**Given records:**
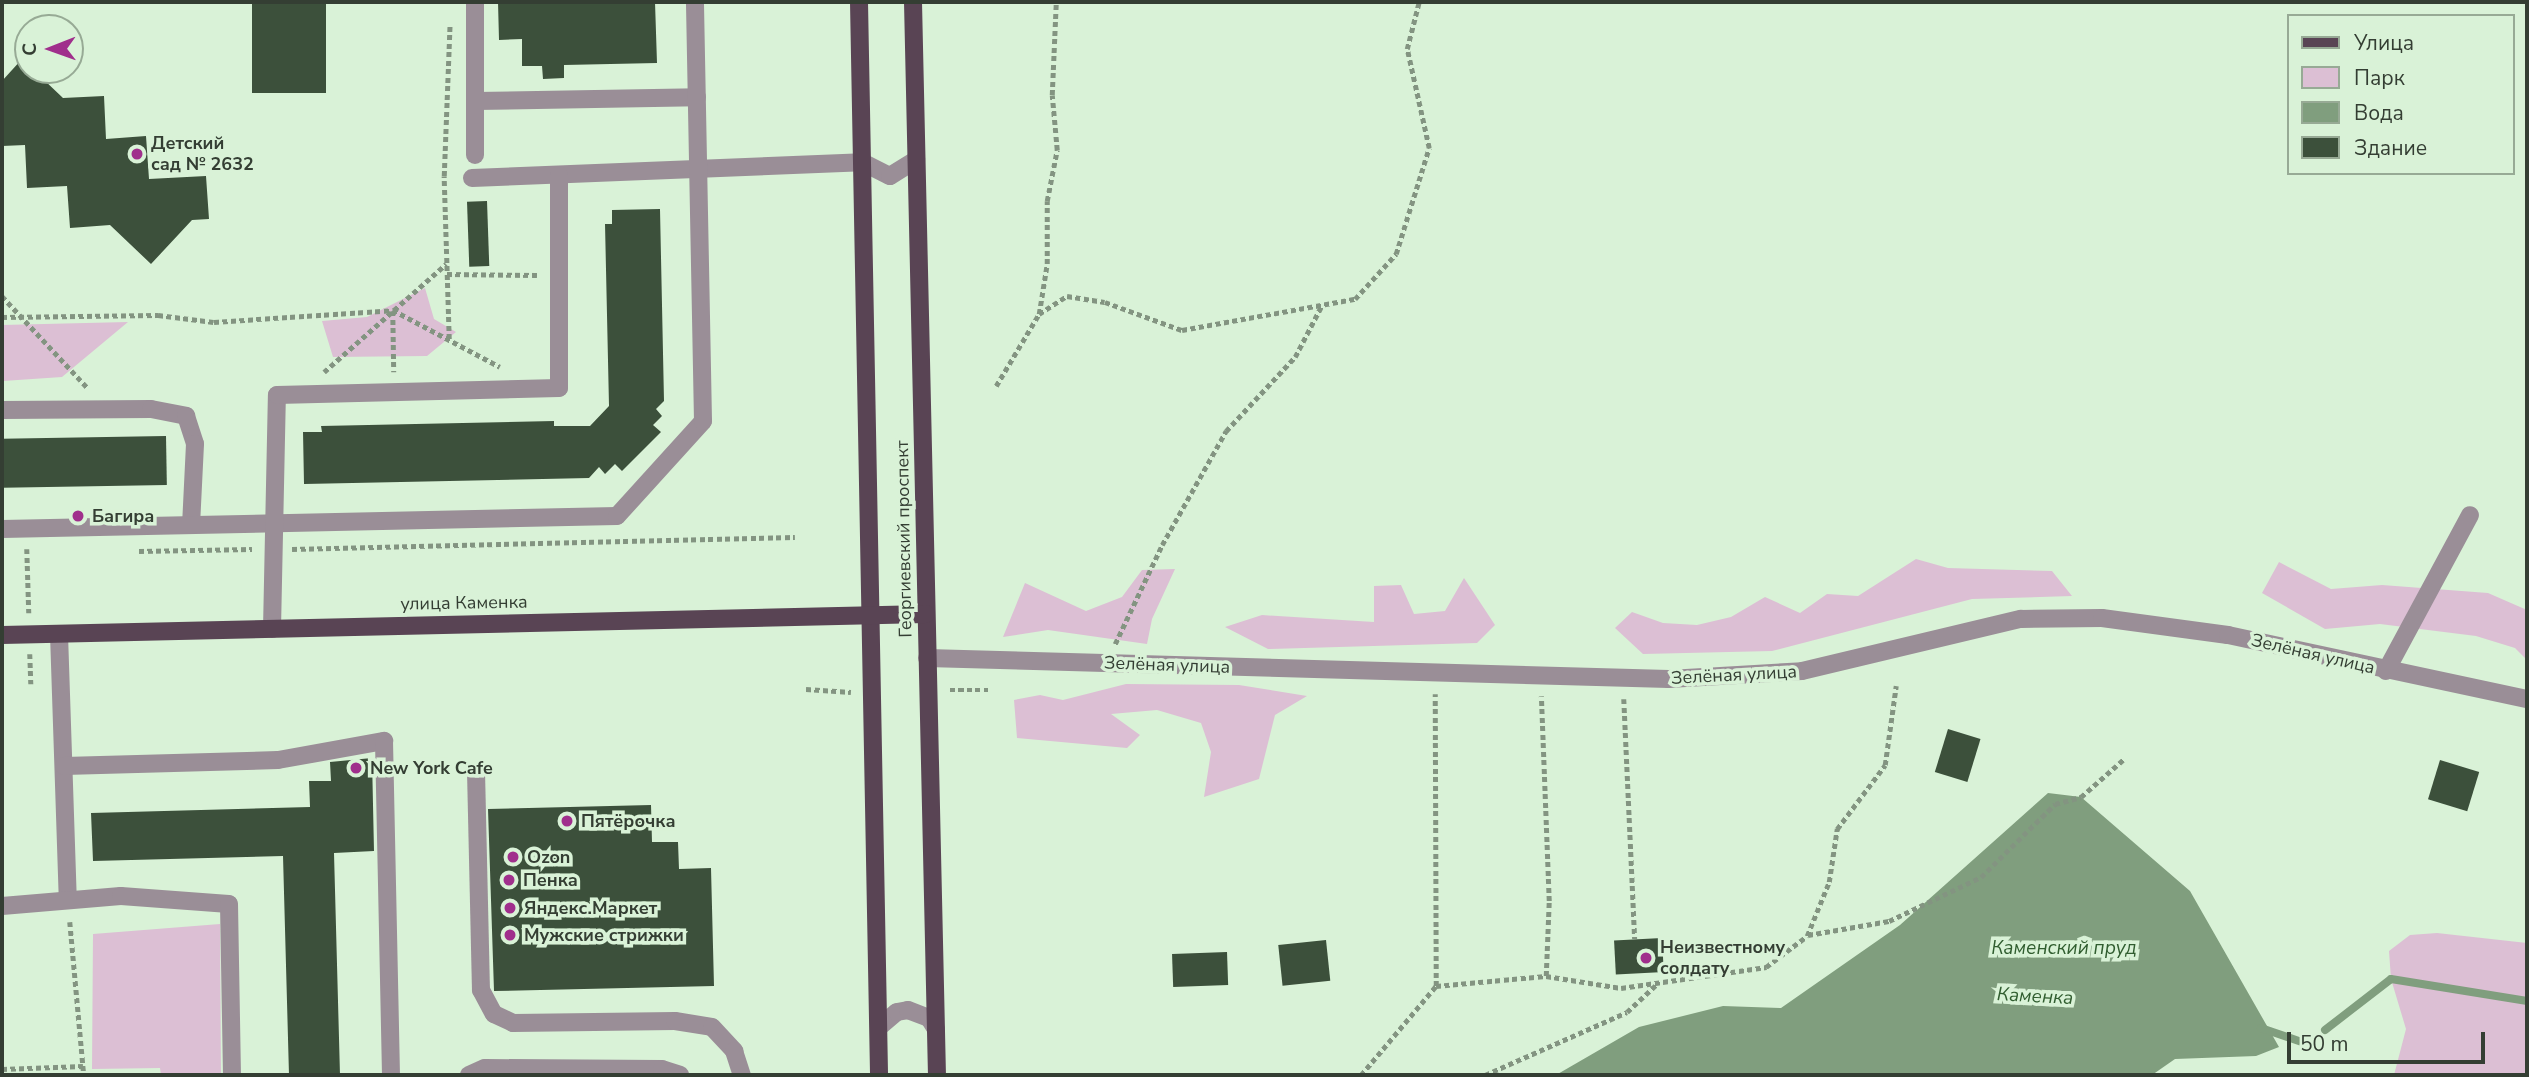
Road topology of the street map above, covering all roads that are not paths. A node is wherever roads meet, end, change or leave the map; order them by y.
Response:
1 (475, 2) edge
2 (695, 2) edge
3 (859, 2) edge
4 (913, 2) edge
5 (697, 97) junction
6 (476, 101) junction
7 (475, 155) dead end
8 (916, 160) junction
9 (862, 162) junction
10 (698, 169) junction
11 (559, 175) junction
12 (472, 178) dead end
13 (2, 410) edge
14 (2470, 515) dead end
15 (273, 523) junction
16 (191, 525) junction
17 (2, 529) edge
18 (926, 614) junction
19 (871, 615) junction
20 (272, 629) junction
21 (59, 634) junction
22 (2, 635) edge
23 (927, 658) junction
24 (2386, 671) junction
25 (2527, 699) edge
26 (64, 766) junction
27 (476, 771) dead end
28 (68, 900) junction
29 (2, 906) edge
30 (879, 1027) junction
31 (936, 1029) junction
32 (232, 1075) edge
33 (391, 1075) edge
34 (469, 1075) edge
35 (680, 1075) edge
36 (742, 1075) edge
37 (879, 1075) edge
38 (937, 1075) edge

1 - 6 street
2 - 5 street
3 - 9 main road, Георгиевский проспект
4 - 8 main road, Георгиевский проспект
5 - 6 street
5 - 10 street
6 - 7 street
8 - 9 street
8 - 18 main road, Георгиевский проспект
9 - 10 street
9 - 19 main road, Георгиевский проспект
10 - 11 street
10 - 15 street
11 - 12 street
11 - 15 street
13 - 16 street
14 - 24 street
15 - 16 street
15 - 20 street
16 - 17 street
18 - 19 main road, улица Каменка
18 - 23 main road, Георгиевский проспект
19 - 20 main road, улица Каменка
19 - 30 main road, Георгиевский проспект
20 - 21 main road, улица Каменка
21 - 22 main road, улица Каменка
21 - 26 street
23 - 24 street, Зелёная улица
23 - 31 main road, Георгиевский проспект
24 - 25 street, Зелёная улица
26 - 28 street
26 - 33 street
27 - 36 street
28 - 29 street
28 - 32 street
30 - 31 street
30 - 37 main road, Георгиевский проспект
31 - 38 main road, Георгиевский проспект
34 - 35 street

**Work required:**
Each line above should be set down exactly as written, with pictures excluded.

**Response for this exercise:**
Road topology of the street map above, covering all roads that are not paths. A node is wherever roads meet, end, change or leave the map; order them by y.
Response:
1 (475, 2) edge
2 (695, 2) edge
3 (859, 2) edge
4 (913, 2) edge
5 (697, 97) junction
6 (476, 101) junction
7 (475, 155) dead end
8 (916, 160) junction
9 (862, 162) junction
10 (698, 169) junction
11 (559, 175) junction
12 (472, 178) dead end
13 (2, 410) edge
14 (2470, 515) dead end
15 (273, 523) junction
16 (191, 525) junction
17 (2, 529) edge
18 (926, 614) junction
19 (871, 615) junction
20 (272, 629) junction
21 (59, 634) junction
22 (2, 635) edge
23 (927, 658) junction
24 (2386, 671) junction
25 (2527, 699) edge
26 (64, 766) junction
27 (476, 771) dead end
28 (68, 900) junction
29 (2, 906) edge
30 (879, 1027) junction
31 (936, 1029) junction
32 (232, 1075) edge
33 (391, 1075) edge
34 (469, 1075) edge
35 (680, 1075) edge
36 (742, 1075) edge
37 (879, 1075) edge
38 (937, 1075) edge

1 - 6 street
2 - 5 street
3 - 9 main road, Георгиевский проспект
4 - 8 main road, Георгиевский проспект
5 - 6 street
5 - 10 street
6 - 7 street
8 - 9 street
8 - 18 main road, Георгиевский проспект
9 - 10 street
9 - 19 main road, Георгиевский проспект
10 - 11 street
10 - 15 street
11 - 12 street
11 - 15 street
13 - 16 street
14 - 24 street
15 - 16 street
15 - 20 street
16 - 17 street
18 - 19 main road, улица Каменка
18 - 23 main road, Георгиевский проспект
19 - 20 main road, улица Каменка
19 - 30 main road, Георгиевский проспект
20 - 21 main road, улица Каменка
21 - 22 main road, улица Каменка
21 - 26 street
23 - 24 street, Зелёная улица
23 - 31 main road, Георгиевский проспект
24 - 25 street, Зелёная улица
26 - 28 street
26 - 33 street
27 - 36 street
28 - 29 street
28 - 32 street
30 - 31 street
30 - 37 main road, Георгиевский проспект
31 - 38 main road, Георгиевский проспект
34 - 35 street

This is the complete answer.